К тому времени, как медленная процессия свернула на Стивенс-авеню и направилась к последней остановке на казавшемся бесконечным пути горького унижения леди Эшли Гамильтон, лишь несколько бледных пятен нетронутой кожи виднелись между перекрестиями набухших шрамов, портивших нежно-белую гладкость содрогающихся ягодиц умело выпоротого голого зада. Непрекращающиеся атаки плети и проклятая неторопливость лошадиного аллюра увеличивали ужас предвкушения ударов, вымещавших адскую злобу на её измученном, вымокшем от пота теле.

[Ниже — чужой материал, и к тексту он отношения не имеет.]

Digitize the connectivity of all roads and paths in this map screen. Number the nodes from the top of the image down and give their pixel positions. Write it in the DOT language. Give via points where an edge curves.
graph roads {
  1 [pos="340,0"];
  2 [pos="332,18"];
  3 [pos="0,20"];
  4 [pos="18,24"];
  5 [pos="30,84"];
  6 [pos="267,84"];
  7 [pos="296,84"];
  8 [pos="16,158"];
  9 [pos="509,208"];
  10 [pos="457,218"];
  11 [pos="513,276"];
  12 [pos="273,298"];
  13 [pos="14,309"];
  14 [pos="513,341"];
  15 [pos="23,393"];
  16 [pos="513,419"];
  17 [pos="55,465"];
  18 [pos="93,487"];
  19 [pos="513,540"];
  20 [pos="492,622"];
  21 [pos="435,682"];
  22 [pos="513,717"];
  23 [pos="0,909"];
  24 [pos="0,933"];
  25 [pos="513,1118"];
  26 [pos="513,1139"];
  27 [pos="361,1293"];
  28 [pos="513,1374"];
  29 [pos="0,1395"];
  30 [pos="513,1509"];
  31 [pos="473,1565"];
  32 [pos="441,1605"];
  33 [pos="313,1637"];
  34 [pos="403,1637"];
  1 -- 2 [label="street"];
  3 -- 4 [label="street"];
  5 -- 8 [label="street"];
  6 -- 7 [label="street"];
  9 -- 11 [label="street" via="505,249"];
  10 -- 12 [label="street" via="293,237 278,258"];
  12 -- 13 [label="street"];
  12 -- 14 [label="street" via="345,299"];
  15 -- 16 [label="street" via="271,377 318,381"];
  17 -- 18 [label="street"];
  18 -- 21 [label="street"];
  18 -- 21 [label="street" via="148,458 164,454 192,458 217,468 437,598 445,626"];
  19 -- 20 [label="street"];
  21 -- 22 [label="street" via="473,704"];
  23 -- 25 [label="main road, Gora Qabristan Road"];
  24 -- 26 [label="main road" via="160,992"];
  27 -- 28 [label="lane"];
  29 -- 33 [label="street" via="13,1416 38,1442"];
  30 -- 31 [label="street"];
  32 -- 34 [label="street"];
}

Толпа зевак, собравшихся на северо-западном углу городской площади, увидела совсем другую леди Эшли, нежели те, кто присутствовал при начале наказания гордой красавицы. Грациозную осанку и надменное покачивание бёдер юной леди заменила спотыкающаяся, прихрамывающая походка с расставленными ногами и опущенной головой. Теперь она слепо брела за телегой. Цвет лица ясноглазой красавицы из алебастрового стал красным, в ручейках слёз и пота, глаза опухшими и измученными от плача. Шелковистые пряди красиво уложенных светлых волос намокли и спутались, приклеившись к лицу и шее мокрыми завитками. Когда телега достигла неминуемой остановки, ревущая, едва не теряющая сознание будущая госпожа манора Брокхёрст механически наклонила голое, исполосованное тело и слабо развела дрожащие ноги.
Испещрённый прожилками, опухший пельмешек леди Эшли выпятился уязвимо назад между содрогающимися, покрытыми шрамами ягодицами. Пульсации мышц прокатывались вверх и вниз по похотливо расставленным бёдрам приговорённой красавицы, изборождённые рубцами ягодичные холмики дрожали от обессиливающего жара порки. Ручейки пота струились вниз по склонённому телу светловолосой красавицы, стекая с вымяподобных грудей, раскачивавшихся при её движениях. В мутном тумане боли, охватившем её, леди Эшли уже не заботило, что она бесстыдно демонстрирует свою самую интимную плоть пялящимся зрителям. Вместо этого она закрыла глаза, будто в молчаливой молитве, и стоически ждала удара кнута, который станет сигналом последнего этапа её спартанского наказания.
С неумолимой точностью плеть Рабина Джеймса последние три раза прозмеилась между трясущимися холмиками содрогающихся ягодиц жертвы. После каждого убийственного удара плети обнажённое тело леди Эшли содрогалось в конвульсиях, когда кончик кнута лизал превратившуюся в желе расщелину. Она так ослабела после часа мучений, что не имела сил оставить свою распростёртую позу, её задыхавшиеся крики звенели в тревожной тишине городской площади. Даже самые мстительные из горожан морщились и вздрагивали с симпатией при влажных шлепках плети и хриплых криках леди Эшли, поскольку последние три удара наказания голой грешницы, казалось, прожигали её до самой души.
Поле того, как упал последний удар и экзекутор вернул свёрнутую плеть на пояс, хнычущая юная мученица медленно распрямила терзаемое болью тело. Хотя шары её исчерченного красными полосами зада всё ещё подрагивали от спазмов и яростные клыки боли вгрызались в пульсирующий пельмешек гениталий, леди Эшли смогла сдвинуть ноги и распрямить изящные плечи. Затем с титаническим усилием воли, надменно откинув растрёпанные светлые волосы гордая леди ровно, не спотыкаясь, последовала за медленно катившейся телегой обратно в тюрьму Крэнвелл.
Жители Ковингтона восхищённо созерцали эту эротичную демонстрацию силы духа. По гримасам на прелестном лице девушки было видно, что при малейшем движении боль от порки усиливается. Вызывавшие сострадание изрубцованные ягодицы подскакивали и трепетали при каждом шаге. Рисунок полос на блестящей наготе стал последним чувственным лакомством для глаз толпы. Затем леди Эшли медленно скрылась из виду.